The NZD/USD begins April on the wrong foot, extending Thursday’s losses and probing the 200-day moving average (DMA) at 0.6907 amidst a positive market mood. At 0.6913, it reflects the appetite for the greenback after a solid US employment report, which, even though it was softer than expected, is closing to recover to pre-pandemic levels.
An upbeat market mood keeps global equities in the green. In the FX space, except for the New Zealand and Canadian Dollar, commodity-linked currencies like the Australian gain vs. the greenback. However, that does not reflect the current state of the Russia-Ukraine conflict, as the war extended for the fifth straight week while Ukraine shelled a Russian oil deposit in the city of Belgorod. Kremlin’s spokesman Dimitry Peskov condemned what happened, and he said that it “ isn’t what could be seen as creating conditions conducive to the continuation of talks.”
The US Department of Labour reported the Nonfarm Payrolls report for March. The US economy added just 431K jobs to the economy, lower than the 490K estimated. However, the positive is that Unemployment Rate keeps falling, from 3.8% in February to March’s 3.6%, lower than expectations, while Average Hourly Earnings for March rose by 5.6% y/y, higher than the 5.5% foreseen, further cementing the case for a second rate hike by the Fed.

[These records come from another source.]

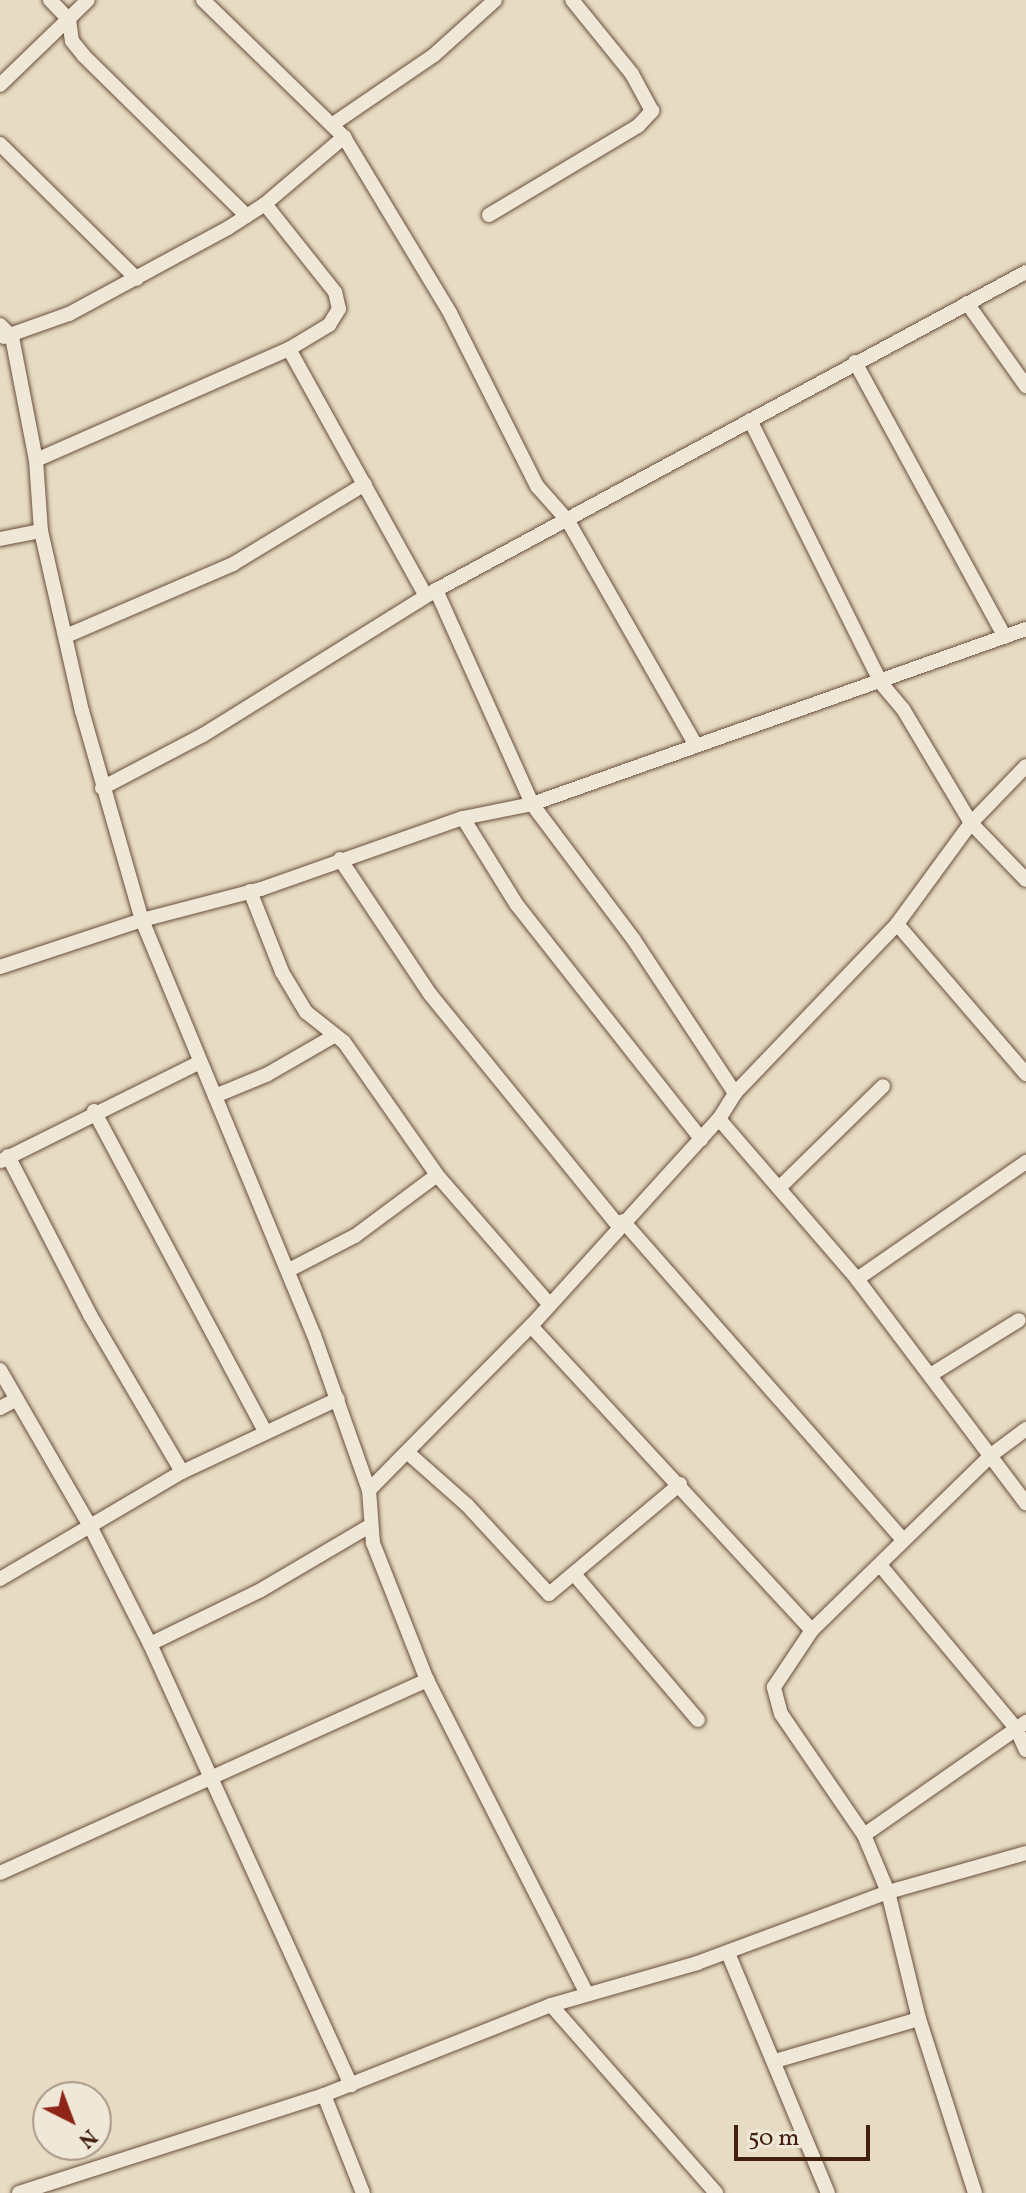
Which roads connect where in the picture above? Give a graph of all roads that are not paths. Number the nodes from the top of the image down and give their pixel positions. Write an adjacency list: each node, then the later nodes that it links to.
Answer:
1 (50, 0): 6 (street)
2 (88, 0): 6 (street)
3 (203, 0): 8 (street)
4 (495, 0): 8 (street)
5 (572, 0): 12 (street)
6 (69, 20): 7 (street); 13 (street)
7 (0, 85)
8 (333, 124): 9 (street)
9 (344, 137): 11 (street); 25 (street)
10 (0, 144): 15 (street)
11 (265, 204): 13 (street); 19 (street)
12 (489, 215)
13 (247, 216): 15 (street)
14 (1026, 272): 16 (street)
15 (137, 279): 18 (street)
16 (967, 303): 20 (street); 21 (street)
17 (0, 325): 18 (street)
18 (6, 337): 23 (street)
19 (289, 349): 23 (street); 24 (street)
20 (855, 362): 22 (street); 31 (street)
21 (1026, 386)
22 (750, 420): 25 (street); 32 (street)
23 (36, 460): 26 (street)
24 (365, 484): 28 (street); 30 (street)
25 (568, 521): 28 (street); 33 (street)
26 (41, 531): 27 (street); 30 (street)
27 (0, 539)
28 (431, 593): 35 (street); 36 (street)
29 (1026, 629): 31 (street)
30 (66, 636): 35 (street)
31 (1005, 637): 32 (street)
32 (881, 683): 33 (street); 38 (street)
33 (696, 745): 36 (street)
34 (1026, 766): 38 (street)
35 (102, 788): 42 (street)
36 (532, 804): 37 (street); 49 (street)
37 (463, 818): 39 (street); 53 (street)
38 (971, 823): 40 (street); 43 (street)
39 (340, 859): 41 (street); 58 (street)
40 (1026, 880)
41 (250, 891): 42 (street); 45 (street)
42 (142, 920): 44 (street); 46 (street)
43 (897, 924): 47 (street); 49 (street)
44 (1, 962)
45 (332, 1037): 50 (street); 56 (street)
46 (198, 1063): 50 (street); 51 (street)
47 (1026, 1074)
48 (883, 1086): 57 (street)
49 (735, 1093): 52 (street)
50 (215, 1096): 59 (street)
51 (94, 1111): 54 (street); 70 (street)
52 (719, 1119): 53 (street); 57 (street)
53 (701, 1139): 58 (street)
54 (4, 1159): 73 (street)
55 (1026, 1162): 60 (street)
56 (437, 1175): 59 (street); 61 (street)
57 (780, 1187): 60 (street)
58 (620, 1223): 61 (street); 79 (street)
59 (289, 1270): 67 (street)
60 (857, 1279): 65 (street)
61 (549, 1304): 63 (street)
62 (1019, 1320): 65 (street)
63 (531, 1326): 71 (street); 74 (street)
64 (0, 1370): 66 (street)
65 (932, 1374): 72 (street)
66 (17, 1399): 68 (street); 77 (street)
67 (338, 1399): 70 (street); 75 (street)
68 (0, 1408)
69 (1026, 1429): 72 (street)
70 (265, 1431): 73 (street)
71 (407, 1452): 75 (street); 81 (street)
72 (990, 1456): 76 (street); 79 (street)
73 (182, 1472): 77 (street)
74 (680, 1484): 81 (street); 83 (street)
75 (369, 1490): 78 (street)
76 (1026, 1503)
77 (89, 1524): 82 (street); 84 (street)
78 (368, 1527): 84 (street); 85 (street)
79 (903, 1540): 80 (street)
80 (880, 1565): 83 (street); 87 (street)
81 (575, 1575): 86 (street)
82 (0, 1579)
83 (812, 1630): 90 (street)
84 (150, 1644): 89 (street)
85 (427, 1680): 89 (street); 95 (street)
86 (698, 1720)
87 (1021, 1725): 88 (street); 90 (street)
88 (1026, 1750)
89 (214, 1776): 92 (street); 99 (street)
90 (864, 1835): 93 (street)
91 (1026, 1853): 93 (street)
92 (0, 1873)
93 (888, 1892): 94 (street); 97 (street)
94 (728, 1953): 95 (street); 98 (street)
95 (587, 1994): 96 (street)
96 (551, 2005): 99 (street); 103 (street)
97 (919, 2019): 98 (street); 105 (street)
98 (775, 2061): 104 (street)
99 (351, 2085): 100 (street)
100 (324, 2095): 101 (street); 102 (street)
101 (19, 2193)
102 (363, 2193)
103 (716, 2193)
104 (828, 2193)
105 (975, 2193)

Later the US ISM Manufacturing PMI, a leading indicator for the industry, fell to 57.1 in March from 58.6 in February, well below the 59 estimations by analysts.
The US Dollar Index, a measurement of the buck’s value vs. a basket of currencies, is rising 0.40% sitting at 98.710, underpinned by high US Treasury yields. The US 10-year benchmark note rises ten basis points, at 2.428%, though lower than 2s, which are at 2.456%, inverting the curve for the second time in the week.
Friday’s price action extended the NZD/USD losses and is “confirms” that a double-top chart pattern is in place. In fact, at press time, the pair is testing the 200-DMA and earlier reached a daily low at 0.6895, 20-pips short of the double’s-top neckline, which might send the NZD/USD towards 0.6780, as measured by the neckline to the highest top.
Therefore, the NZD/USD path of least resistance is downwards. The first support would be 0.6900. Once cleared, the next demand zone to challenge would be 0.6875, followed by February 23 daily high at 0.6809 and then 0.6780.